After the Archivo I tried an art museum which was nice because it was free and air conditioned, but somehow I just wasn't in the mood for centruies old paintings of saints I know nothing about and countless images of Jesus on the cross. I was reminded of my cousin Isaac who got stuck in a part of the Louvre that only had old religious paintings. Some of the painting in the modern wing were very nice, but otherwise I just kept thinking about what I had seen in the Archivo and the descriptions of the Hopi and Navajo uprisings in the Sangre de Christo Mountains of New Mexico. Apparently being sent to the military post in Santa Fe was like being banished to hell. 

Next stop was the bus station for a bus to Portugal, since tomorrow I'm leaving the city. Seville was beautiful and I learned a lot here, but I can only take so much city. I asked what they had for bus tickets to Portugal and was told my choices are Lisbon, Faro and Lagos. I know Lisbon is the capital and Iºm not ready for another city just yet so I asked of Faro and Lagos are in the south. The answer was si, so I asked how much each ticket cost. I wanted to go out to the south-west coast. Faro was only 14 euros and Lagos cost 20, so I went for Lagos, reasoning that it must be closer to the western coast. When I got back to the hostel, I got out my map (which I should have had with me at the train station) and found that Lagos is almost exactly where I have been wanting to go. 

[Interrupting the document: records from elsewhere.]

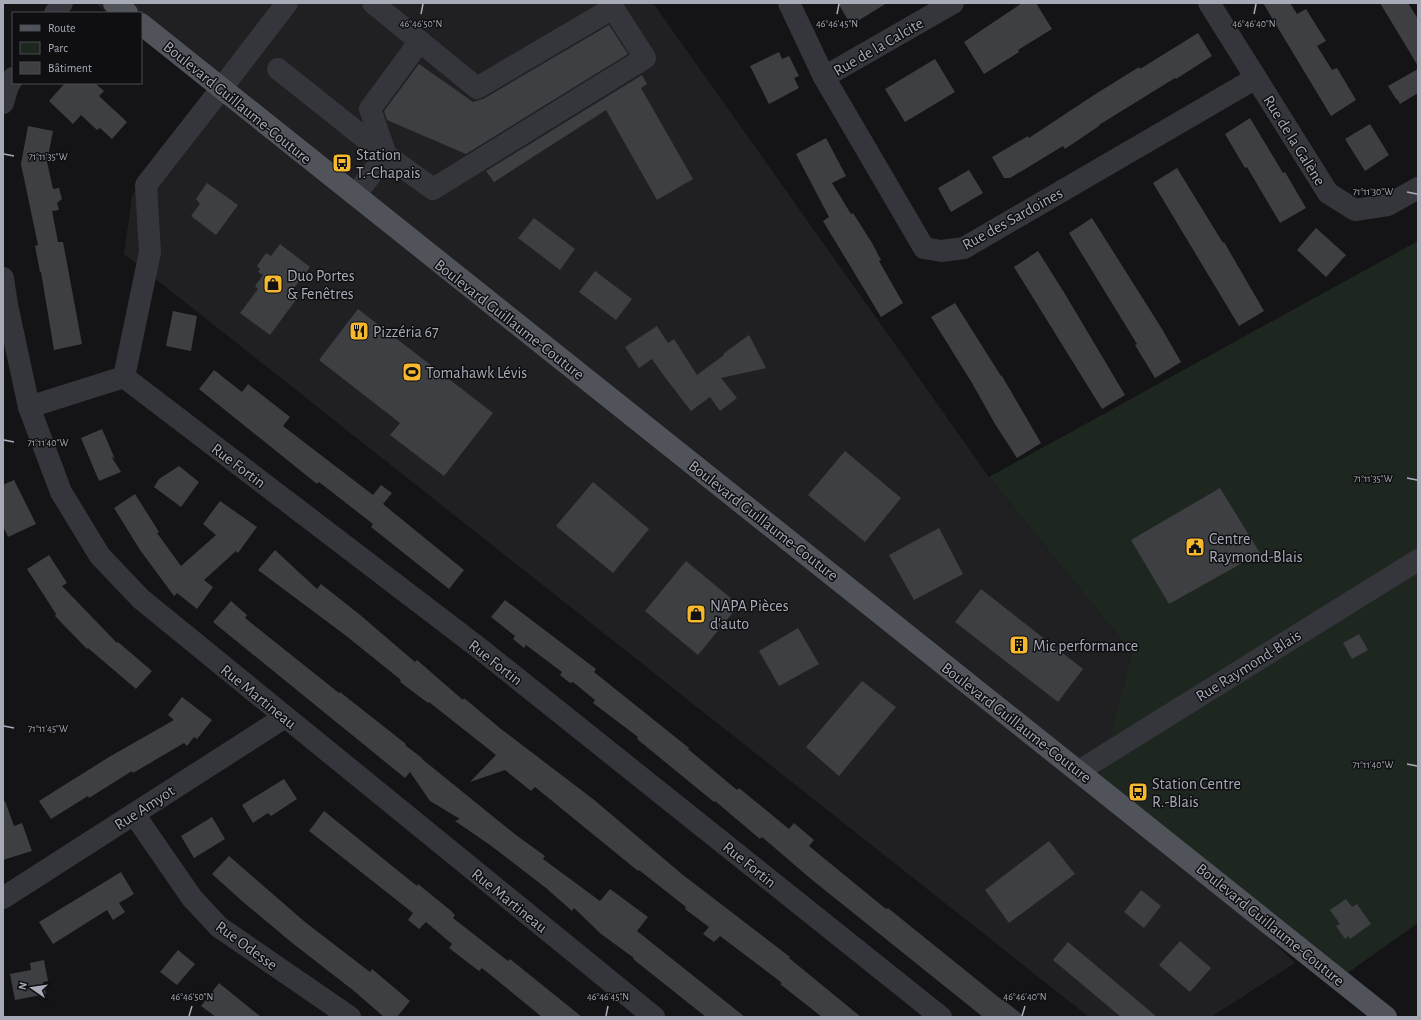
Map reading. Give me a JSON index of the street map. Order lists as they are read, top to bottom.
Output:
{
  "streets": {
    "main road": ["Boulevard Guillaume-Couture"],
    "street": [
      "Rue de la Calcite",
      "Rue de la Galène",
      "Rue des Sardoines",
      "Rue Fortin",
      "Rue Raymond-Blais",
      "Rue Martineau",
      "Rue Amyot",
      "Rue Odesse"
    ]
  },
  "crossings": [
    ["Rue de la Calcite", "Rue des Sardoines"],
    ["Boulevard Guillaume-Couture", "Rue Raymond-Blais"],
    ["Rue de la Galène", "Rue des Sardoines"],
    ["Rue Martineau", "Rue Amyot"],
    ["Rue Amyot", "Rue Odesse"]
  ],
  "places": {
    "bus stop": ["Station T.-Chapais", "Station Centre R.-Blais"],
    "shop": ["Duo Portes & Fenêtres", "NAPA Pièces d'auto"],
    "restaurant": ["Pizzéria 67"],
    "sports": ["Tomahawk Lévis"],
    "public building": ["Centre Raymond-Blais"],
    "building": ["Mic performance"]
  },
  "legend": ["Route", "Parc", "Bâtiment"],
  "north": "left",
  "coordinates": [
    "46°46'45\"N",
    "46°46'50\"N",
    "46°46'40\"N",
    "71°11'35\"W",
    "71°11'30\"W",
    "71°11'40\"W",
    "71°11'45\"W"
  ]
}
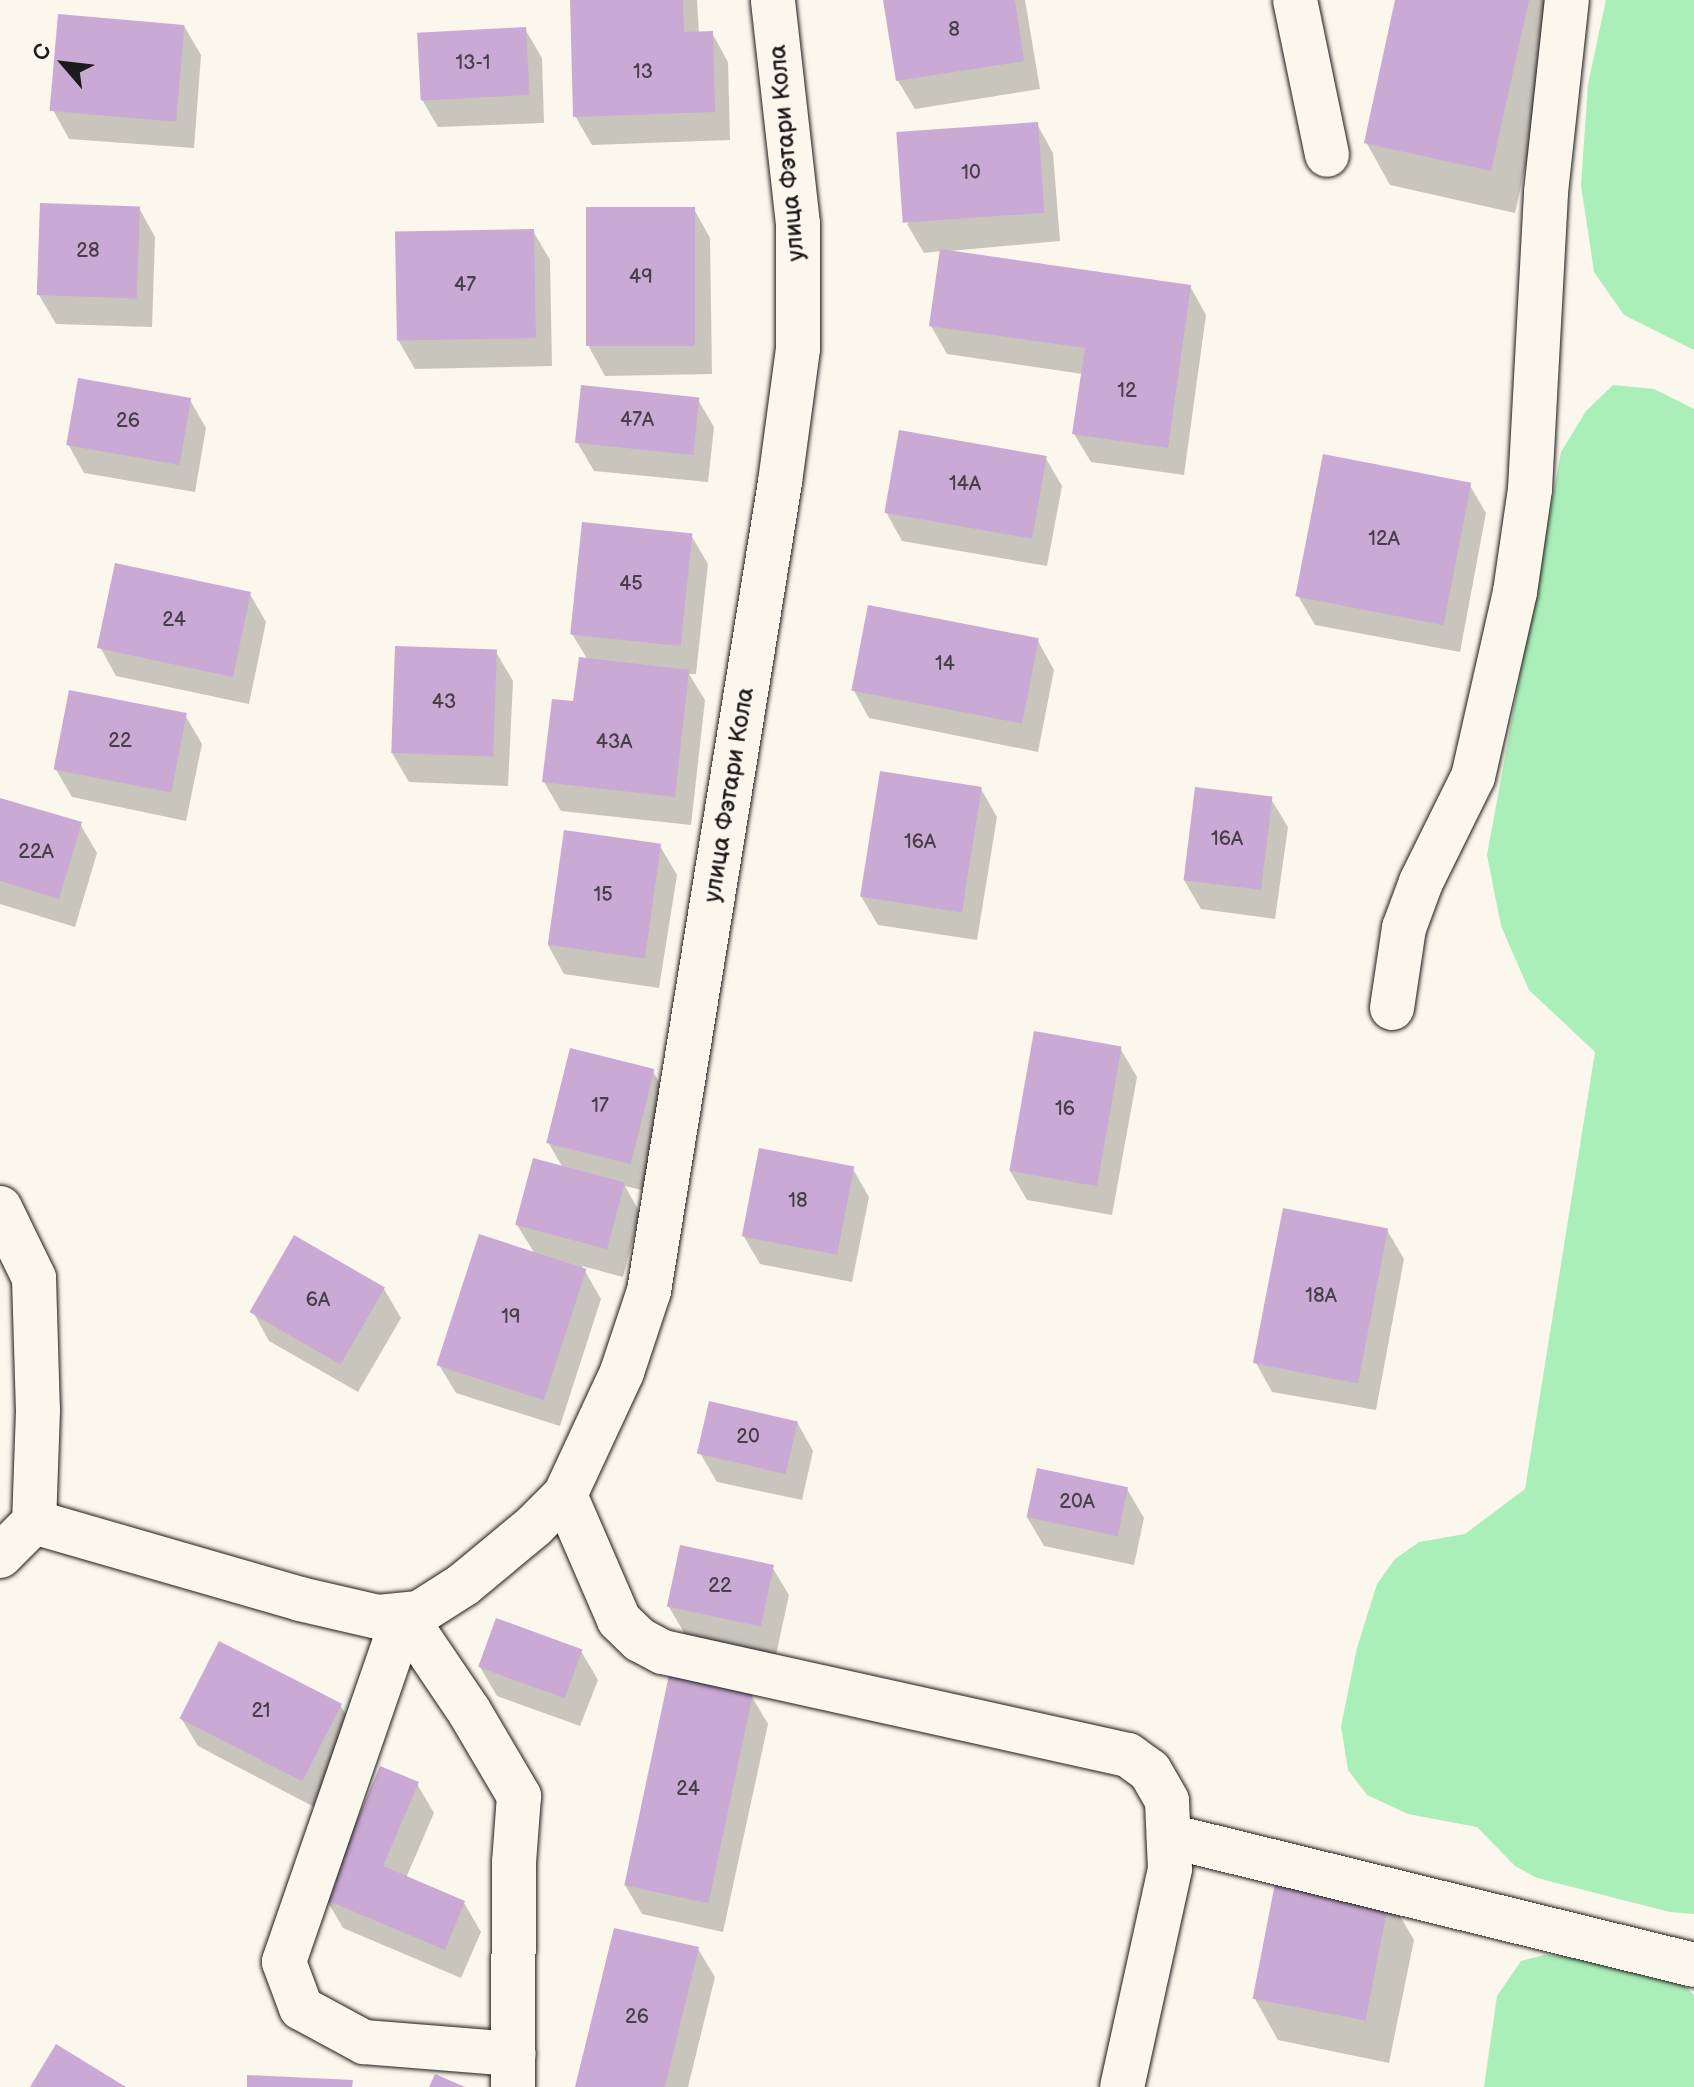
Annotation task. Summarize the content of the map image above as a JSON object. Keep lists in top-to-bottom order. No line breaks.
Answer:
{"streets":{"street":["улица Фэтари Кола"]},"house_numbers":["8","13-1","13","10","28","49","47","12","47А","26","14А","12А","45","24","14","43","22","43А","16А","16А","22А","15","17","16","18","18А","6А","19","20","20А","22","21","24","26"],"north":"top left"}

While at the bus station I also learned that today is the 4th of July, so on the way back to the hostel I stopped by the grocery store to look for something appropriate to celebrate with. Seville isn't big on American food, but I did find a Budweiser and decided that would have to do. I got some bread and roasted red peppers to make appetizers with, but I couldn't find anything blue to go with the red peppers and white bread. The only toothpicks they had were brown. Nevertheless, back at the hostel a group of Estadounidenses had gathered on the roof patio which has enough chairs and hammocks for a sizable crowd. We sang songs from the movie Team America and made fun of each other's states. No fireworks, but still a good 4th of July by my standards.